Bug 179416

Summary: Remove support for iOS-only softbank-sjis encoding if possible
Product: WebKit Reporter: Maciej Stachowiak <mjs>
Component: TextAssignee: Maciej Stachowiak <mjs>
Status: RESOLVED FIXED    
Severity: Normal CC: ap, buildbot, commit-queue, darin, mmaxfield, rniwa, webkit-bug-importer
Priority: P2 Keywords: InRadar
Version: Safari Technology Preview   
Hardware: Unspecified   
OS: Unspecified   
Bug Depends on:    
Bug Blocks: 179303    
Attachments:
Description Flags
Patch
none
Patch, doesn't yet address request to avoid depending on parsing details
none
Archive of layout-test-results from ews103 for mac-elcapitan
none
Archive of layout-test-results from ews107 for mac-elcapitan-wk2
none
Archive of layout-test-results from ews126 for ios-simulator-wk2
none
Archive of layout-test-results from ews117 for mac-elcapitan
none
Patch with test that works, and done the way Alexey suggested
none
Patch with further tweaks to the regression test
none
Patch for landing none

Description Maciej Stachowiak 2017-11-08 00:02:52 PST
Remove support for iOS-only softbank-sjis encoding if possible. I'm not entirely sure how to check. There are apparently also docomo-sjis and kddi-sjis, but we don't support those in WebKit.
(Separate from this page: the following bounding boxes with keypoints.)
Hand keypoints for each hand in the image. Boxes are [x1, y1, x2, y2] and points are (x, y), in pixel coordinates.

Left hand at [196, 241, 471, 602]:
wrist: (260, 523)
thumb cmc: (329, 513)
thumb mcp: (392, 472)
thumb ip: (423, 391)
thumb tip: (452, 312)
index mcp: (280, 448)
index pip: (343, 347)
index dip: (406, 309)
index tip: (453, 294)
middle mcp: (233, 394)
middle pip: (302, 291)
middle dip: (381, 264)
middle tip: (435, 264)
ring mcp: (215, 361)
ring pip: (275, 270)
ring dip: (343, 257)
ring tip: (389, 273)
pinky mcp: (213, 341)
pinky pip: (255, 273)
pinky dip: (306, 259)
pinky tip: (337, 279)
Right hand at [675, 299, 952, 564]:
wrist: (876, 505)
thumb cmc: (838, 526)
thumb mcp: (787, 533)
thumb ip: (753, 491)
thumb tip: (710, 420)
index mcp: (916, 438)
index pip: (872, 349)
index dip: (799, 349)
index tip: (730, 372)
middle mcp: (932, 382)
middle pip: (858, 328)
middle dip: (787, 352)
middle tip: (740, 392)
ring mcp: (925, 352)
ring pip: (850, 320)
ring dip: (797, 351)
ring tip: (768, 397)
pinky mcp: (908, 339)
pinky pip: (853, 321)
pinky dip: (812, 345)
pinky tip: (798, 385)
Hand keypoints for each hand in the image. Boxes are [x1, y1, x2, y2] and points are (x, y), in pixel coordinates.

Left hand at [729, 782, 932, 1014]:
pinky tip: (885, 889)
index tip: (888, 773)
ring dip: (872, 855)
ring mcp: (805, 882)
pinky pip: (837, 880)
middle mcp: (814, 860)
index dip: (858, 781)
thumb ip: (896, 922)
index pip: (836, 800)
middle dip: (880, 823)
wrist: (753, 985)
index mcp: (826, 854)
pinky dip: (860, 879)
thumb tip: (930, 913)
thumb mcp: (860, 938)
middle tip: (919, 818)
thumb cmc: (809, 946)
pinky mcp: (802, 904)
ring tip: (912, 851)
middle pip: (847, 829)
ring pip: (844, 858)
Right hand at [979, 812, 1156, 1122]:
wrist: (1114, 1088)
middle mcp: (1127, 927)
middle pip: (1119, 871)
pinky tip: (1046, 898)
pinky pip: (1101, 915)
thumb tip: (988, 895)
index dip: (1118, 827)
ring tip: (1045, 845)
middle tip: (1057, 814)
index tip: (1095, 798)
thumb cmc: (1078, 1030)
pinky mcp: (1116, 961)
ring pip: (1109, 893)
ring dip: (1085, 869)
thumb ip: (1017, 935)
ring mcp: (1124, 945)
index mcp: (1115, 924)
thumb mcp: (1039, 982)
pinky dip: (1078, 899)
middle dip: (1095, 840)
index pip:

See bug #19309 for more info.
Comment 1 Maciej Stachowiak 2017-11-08 00:03:51 PST
I meant bug #179309
Comment 2 Maciej Stachowiak 2017-11-08 00:44:28 PST
By my reading of the code, it seems like the softbank-sjis text codec can't possibly actually work, which might be evidence that it's actually not needed.

The code looks like this:

#if PLATFORM(IOS)
    // See comment above in registerEncodingNames().
    int32_t i = 0;
    for (const char* alias = textCodecMacAliases[i]; alias; alias = textCodecMacAliases[++i])
        registrar(alias, create, 0);
#endif

But that will result in a TextCodecICU with a null m_canonicalConverterName, which will therefore always fail to create the ICU converter, because it will pass null to ucnv_open.
Comment 3 Darin Adler 2017-11-08 09:09:08 PST
(In reply to Maciej Stachowiak from comment #2)
> But that will result in a TextCodecICU with a null m_canonicalConverterName,
> which will therefore always fail to create the ICU converter, because it
> will pass null to ucnv_open.

I think you are right that it doesn’t work.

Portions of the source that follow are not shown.